- _Assignment_:
Would you transcribe the listing that follows, character for character, and omit its images?

- _Exercise data_:
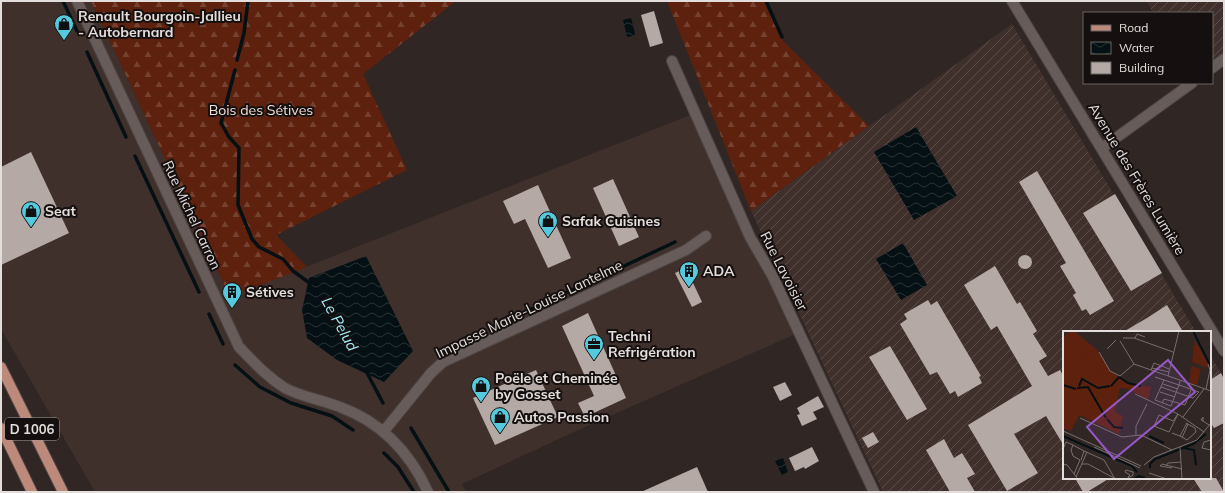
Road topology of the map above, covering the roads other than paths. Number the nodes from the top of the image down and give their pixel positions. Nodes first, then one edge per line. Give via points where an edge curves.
1 (77, 1) edge
2 (1012, 1) edge
3 (1224, 59) edge
4 (672, 61) dead end
5 (1213, 67) edge
6 (1191, 84) edge
7 (1102, 148) junction
8 (706, 236) dead end
9 (1224, 351) edge
10 (1, 367) edge
11 (1, 428) edge
12 (384, 432) junction
13 (32, 492) edge
14 (62, 492) edge
15 (428, 492) edge
16 (874, 492) edge

1 - 12 street, Rue Michel Carron via 239,347 266,374 287,389 342,407
2 - 7 street, Avenue des Frères Lumière
3 - 5 street
4 - 16 street, Rue Lavoisier via 741,217 772,275
6 - 7 street
7 - 9 street, Avenue des Frères Lumière
8 - 12 street, Impasse Marie-Louise Lantelme via 686,250 443,362 431,373
10 - 14 main road, D 1006
11 - 13 main road, D 1006
12 - 15 street, Rue Michel Carron via 402,449 420,474

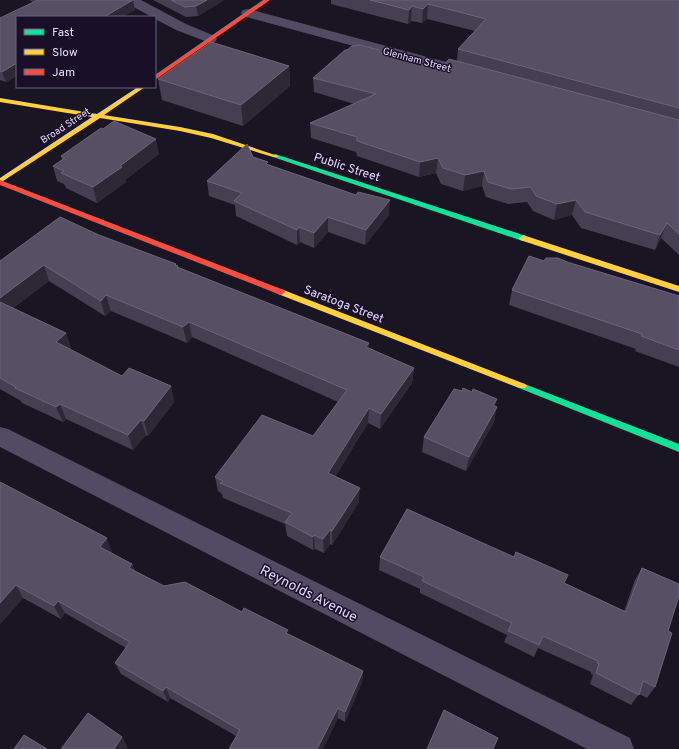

- _Output_:
Road topology of the map above, covering the roads other than paths. Number the nodes from the top of the image down and give their pixel positions. Nodes first, then one edge per line. Give via points where an edge curves.
1 (77, 1) edge
2 (1012, 1) edge
3 (1224, 59) edge
4 (672, 61) dead end
5 (1213, 67) edge
6 (1191, 84) edge
7 (1102, 148) junction
8 (706, 236) dead end
9 (1224, 351) edge
10 (1, 367) edge
11 (1, 428) edge
12 (384, 432) junction
13 (32, 492) edge
14 (62, 492) edge
15 (428, 492) edge
16 (874, 492) edge

1 - 12 street, Rue Michel Carron via 239,347 266,374 287,389 342,407
2 - 7 street, Avenue des Frères Lumière
3 - 5 street
4 - 16 street, Rue Lavoisier via 741,217 772,275
6 - 7 street
7 - 9 street, Avenue des Frères Lumière
8 - 12 street, Impasse Marie-Louise Lantelme via 686,250 443,362 431,373
10 - 14 main road, D 1006
11 - 13 main road, D 1006
12 - 15 street, Rue Michel Carron via 402,449 420,474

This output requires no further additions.